# Bringing Gemma 4 12B to your Laptop: Unlocking Local, Agentic Workflows with Google AI Edge

> Source: <https://developers.googleblog.com/bringing-gemma-4-12b-to-your-laptop-unlocking-local-agentic-workflows-with-google-ai-edge/>
> Published: 2026-06-03 16:41:22.771248+00:00

Google DeepMind’s latest open model, [Gemma 4 12B](https://blog.google/innovation-and-ai/technology/developers-tools/introducing-gemma-4-12B/), is designed to bring agentic, multimodal intelligence directly to your laptop. By combining the model's strengths with the Google AI Edge stack, you can immediately get hands-on to build and experiment locally, on everyday machines [(see model card for spec requirement](https://huggingface.co/litert-community/gemma-4-12B-it-litert-lm)).

This model-runtime combination unlocks powerful on-device capabilities, from autonomous data processing and generating rich visual insights, to building fully functional webpages and executing everyday tool use.

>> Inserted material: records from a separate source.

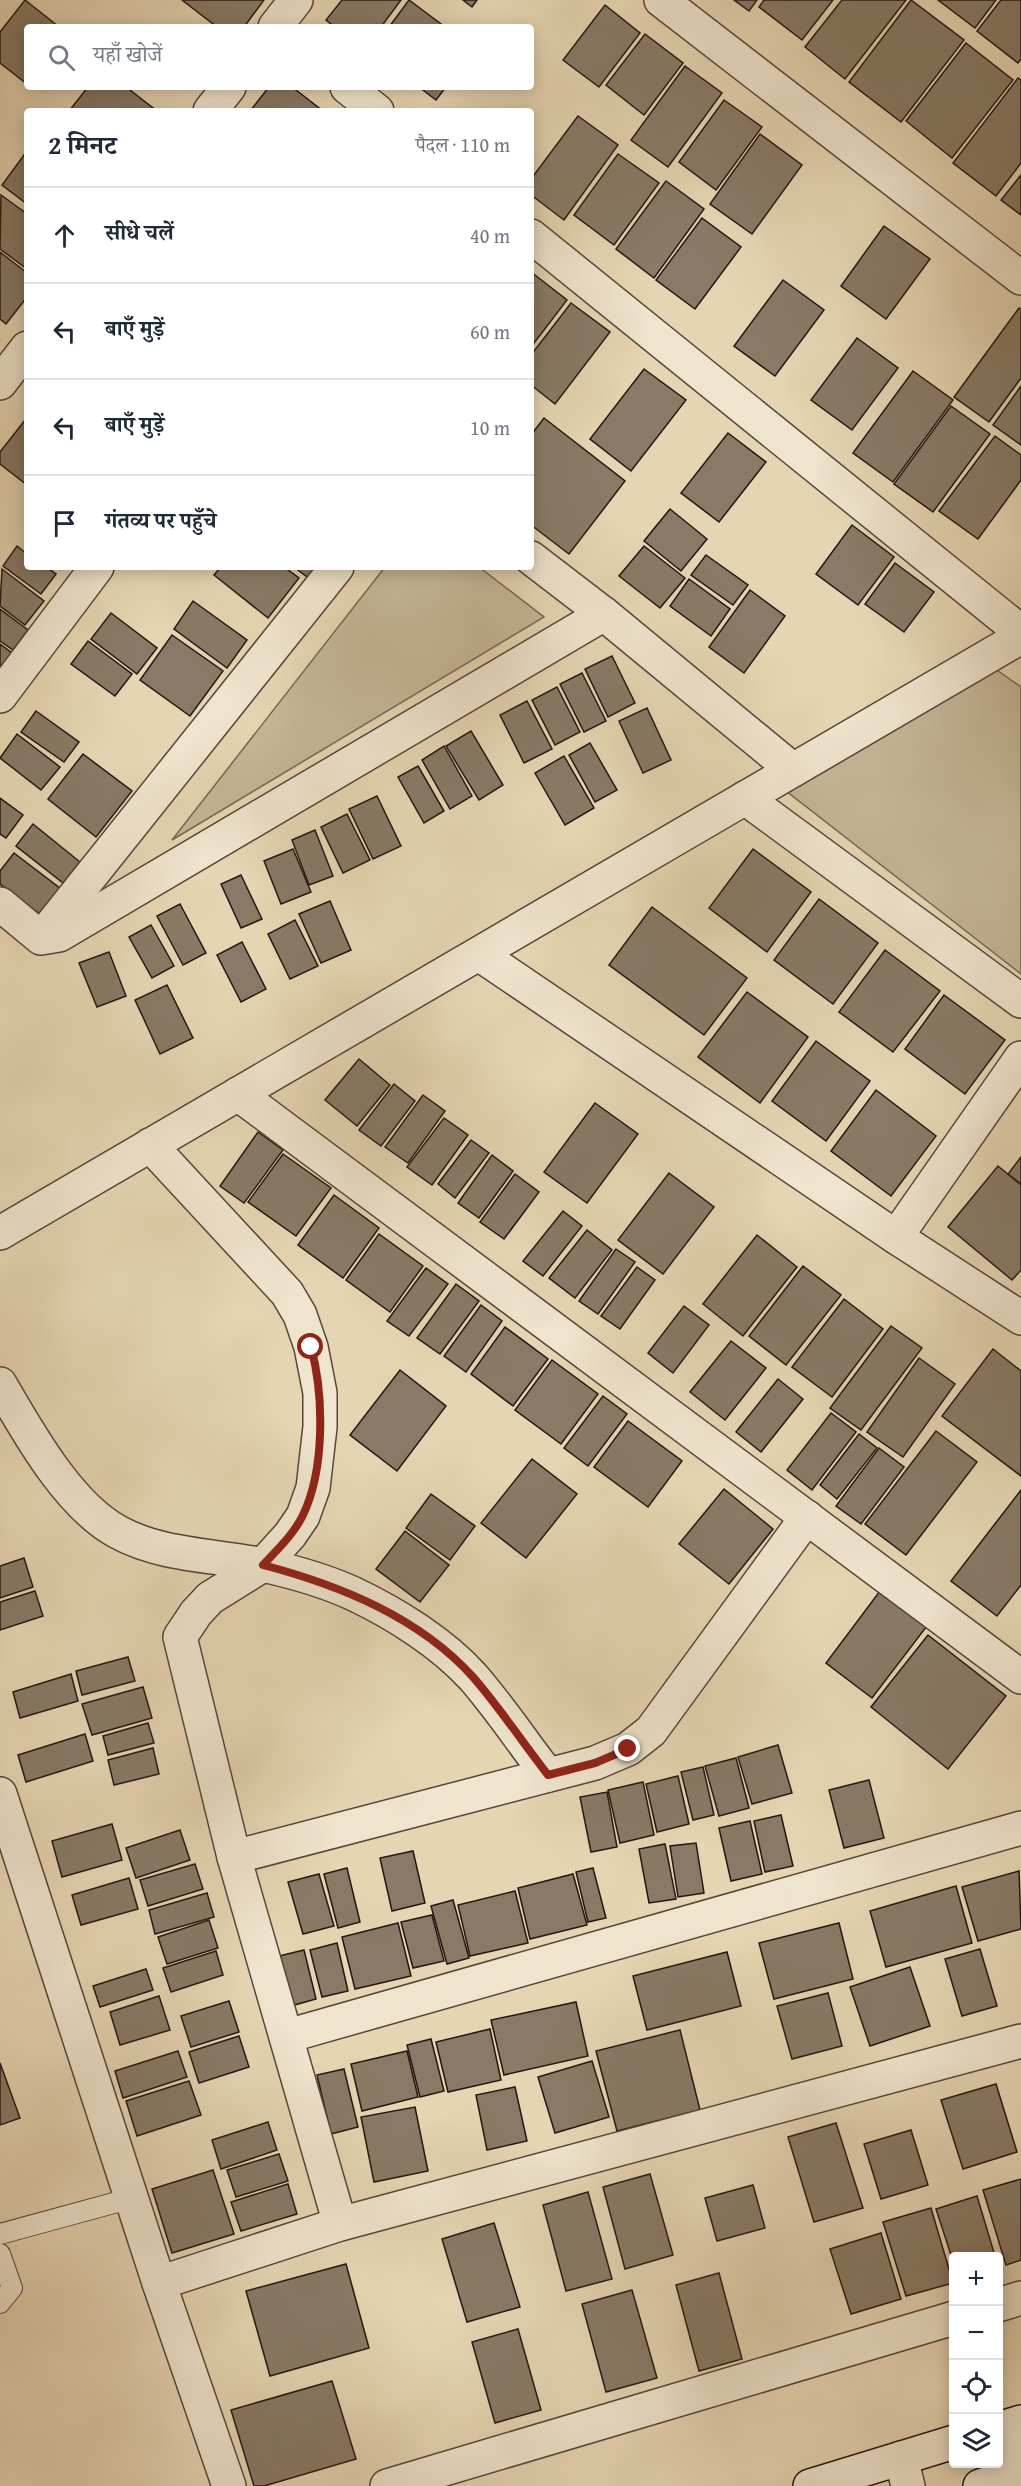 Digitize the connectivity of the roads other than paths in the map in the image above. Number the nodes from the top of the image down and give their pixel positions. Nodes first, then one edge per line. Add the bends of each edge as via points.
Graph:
1 (296, 0) edge
2 (661, 0) edge
3 (277, 24) edge
4 (227, 90) edge
5 (351, 90) edge
6 (212, 108) edge
7 (373, 108) edge
8 (534, 238) edge
9 (1021, 278) edge
10 (24, 352) edge
11 (0, 383) edge
12 (534, 560) edge
13 (95, 570) edge
14 (335, 570) edge
15 (604, 614) junction
16 (1021, 632) edge
17 (1021, 638) edge
18 (0, 696) edge
19 (793, 770) junction
20 (745, 798) junction
21 (0, 904) edge
22 (41, 938) junction
23 (479, 954) junction
24 (1021, 1001) edge
25 (1021, 1058) edge
26 (238, 1094) junction
27 (150, 1145) junction
28 (0, 1233) edge
29 (896, 1237) junction
30 (1021, 1318) edge
31 (0, 1384) edge
32 (807, 1517) junction
33 (263, 1565) junction
34 (1021, 1677) edge
35 (548, 1775) junction
36 (0, 1797) edge
37 (1021, 1828) edge
38 (234, 1857) junction
39 (287, 2036) junction
40 (1021, 2041) edge
41 (132, 2199) junction
42 (340, 2224) junction
43 (0, 2234) edge
44 (0, 2254) edge
45 (159, 2283) junction
46 (1021, 2298) edge
47 (0, 2303) edge
48 (1003, 2304) edge
49 (949, 2319) edge
50 (1008, 2426) edge
51 (949, 2445) edge
52 (904, 2472) edge
53 (1016, 2478) edge
54 (229, 2486) edge
55 (387, 2486) edge
56 (810, 2486) edge
57 (980, 2486) edge

1 - 3 street
2 - 9 street
4 - 6 street
5 - 7 street
8 - 16 street
10 - 11 street
12 - 15 street
13 - 18 street
14 - 22 street
15 - 19 street
15 - 22 street via 59,935
17 - 19 street
19 - 20 street
20 - 23 street
20 - 24 street
21 - 22 street
23 - 26 street
23 - 29 street
25 - 29 street
26 - 27 street
26 - 32 street
27 - 28 street
27 - 33 street via 287,1293 300,1315 314,1357 320,1427 312,1488 303,1516
29 - 30 street
31 - 33 street via 55,1472 97,1517 118,1533 193,1555
32 - 34 street
32 - 35 street via 651,1731 628,1749 595,1763
33 - 35 street via 354,1594 415,1629 472,1676
33 - 38 street via 210,1598 180,1637
35 - 38 street
36 - 41 street
37 - 39 street
38 - 39 street
39 - 42 street
40 - 42 street
41 - 43 lane
41 - 45 street
42 - 45 street
44 - 47 lane via 12,2288
45 - 54 street
46 - 48 street
49 - 55 street
50 - 53 street
51 - 52 street
52 - 56 street
53 - 57 street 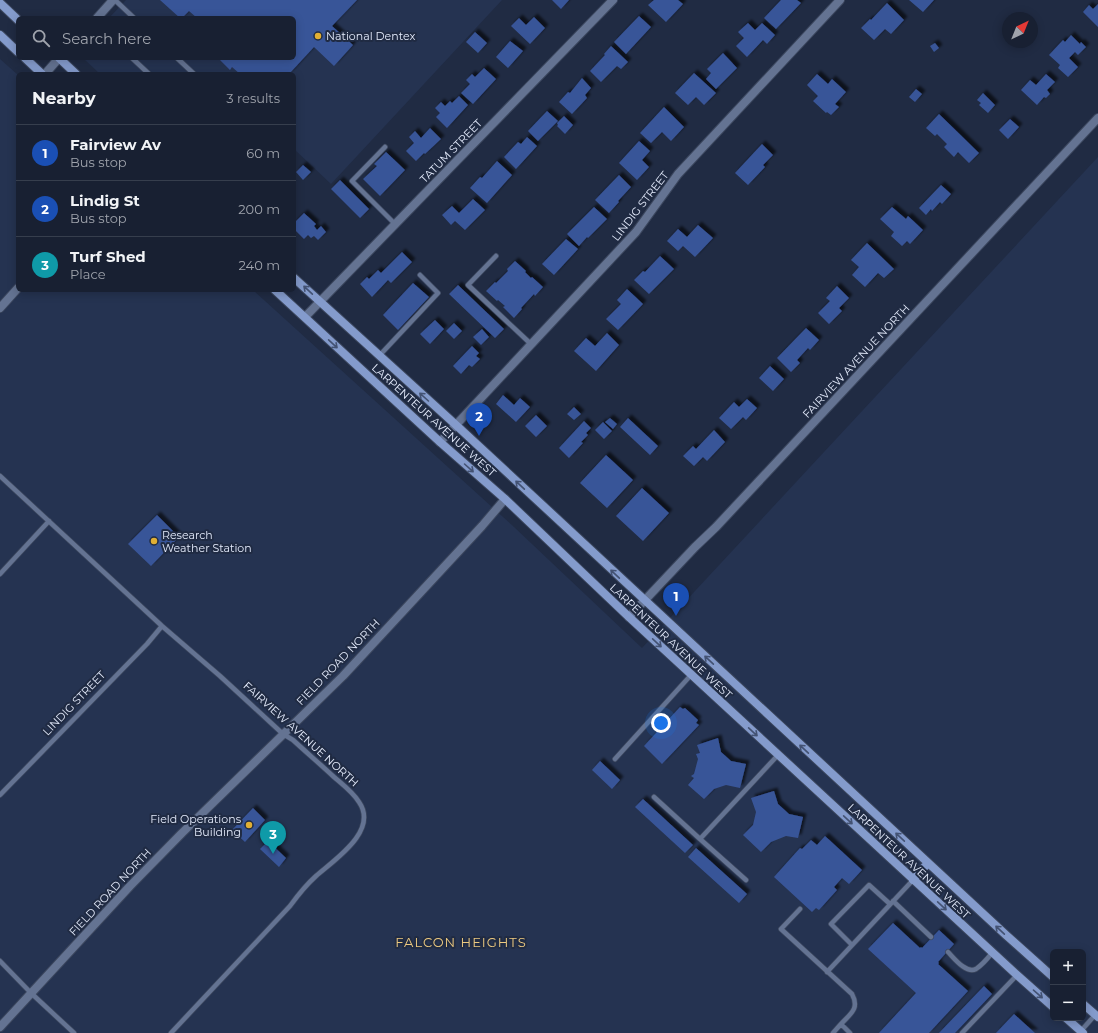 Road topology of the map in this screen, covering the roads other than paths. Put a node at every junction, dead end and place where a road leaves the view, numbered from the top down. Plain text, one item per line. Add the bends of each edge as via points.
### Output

You can start interacting with Gemma 4 12B across Google AI Edge right now:

The Google AI Edge Gallery app, now available on macOS, showcases Gemma 4 12B’s coding capability, allowing you to extract meaningful insights from your data right on your device. Through a seamless interface, you can simply describe your analytical goals in natural language. In the example below, we asked the model to “use a python program to render a chart png to compare the top 10 girl names born in 2024 vs 2025” given two text files containing the data. In response, the model dynamically generates Python code, executes it locally, and converts raw data into beautiful, easy-to-grasp visualizations and insights.

When it comes to advanced coding, Gemma 4 12B doesn't just write scripts. In a complex 3D rendering task, we observed that with just one user prompt, the model can generate a rubber duck rendering with dependency specification, generate code and self correct, all in a single turn.

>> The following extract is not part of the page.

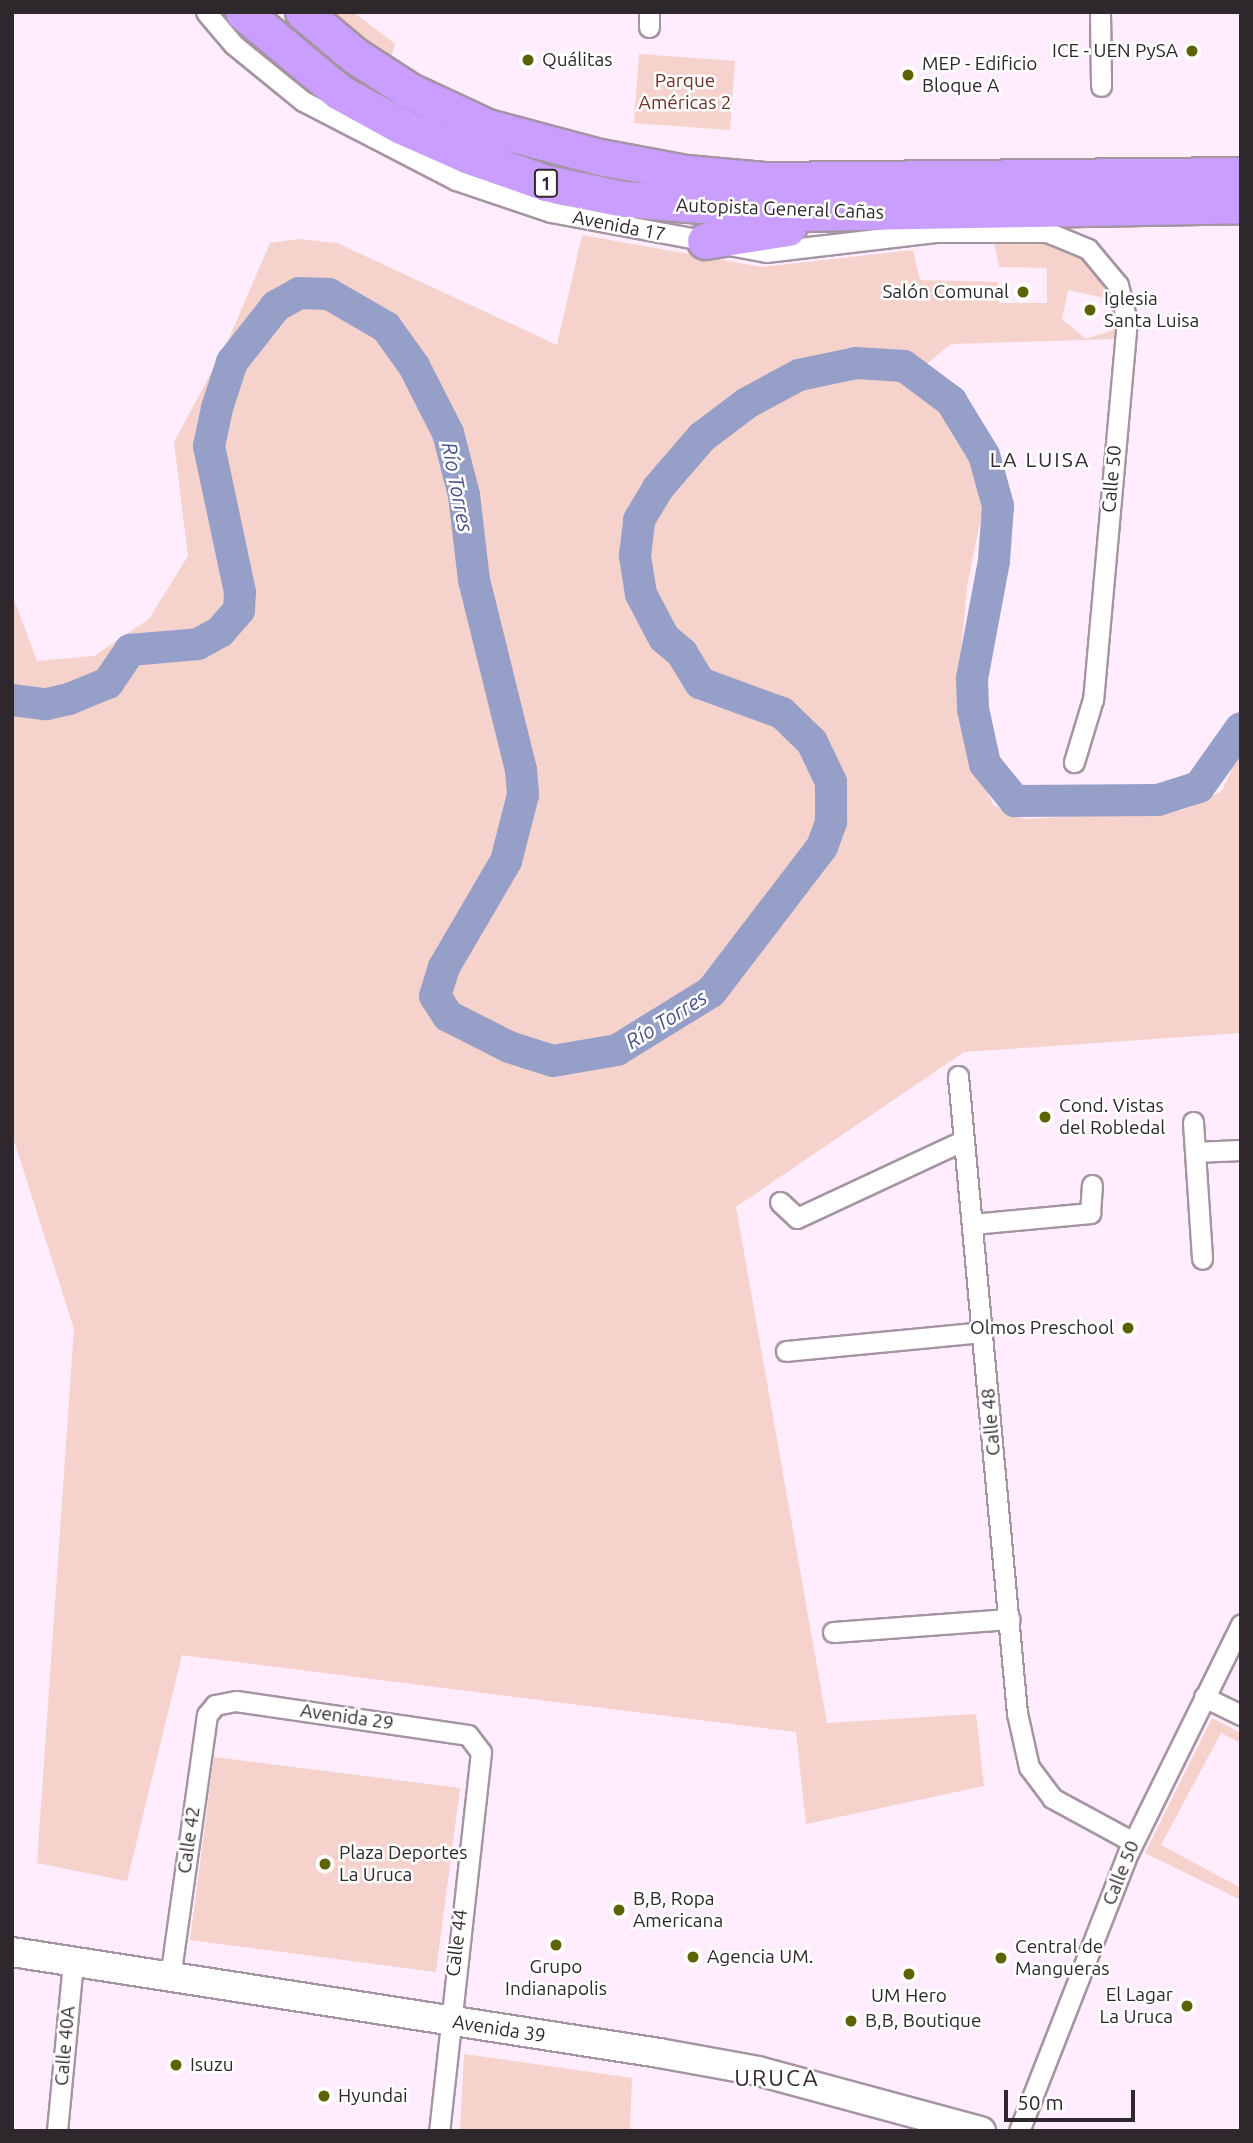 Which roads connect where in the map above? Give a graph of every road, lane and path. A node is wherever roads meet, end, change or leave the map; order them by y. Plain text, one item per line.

Download [Google AI Edge Gallery on macOS](https://developers.google.com/edge/gallery) today and try local coding with Gemma 4 12B.

[Google AI Edge Eloquent](https://ai.google.dev/edge/eloquent), our AI powered dictation and editing app, seamlessly transforms your raw unstructured thoughts into polished text. The new MacOS desktop version runs 100% on-device across the entire feature set, ensuring a powerful, fully offline experience. Using a convenient, customizable hotkey, Eloquent enables you to use voice dictation across any application on your Mac. Additionally, Eloquent supports fully local transcription of your audio or video files.

Leveraging the advanced reasoning power of Gemma 4 12B, we are introducing **Voice Edit**, a new feature that allows you to simply dictate voice commands to transform any piece of text in your desktop workflow. For example, you can highlight a paragraph and say, “restructure these notes into an executive summary”, or “translate this into Hindi”. With Gemma 4 12B, we see a huge step up to prior models with superior instruction following, stricter scope adherence, and a 60%+ jump in overall quality.

Download [Google AI Edge Eloquent on macOS](https://ai.google.dev/edge/eloquent) today and experience the power of Gemma 4 12B as a fully local AI dictation and editing assistant.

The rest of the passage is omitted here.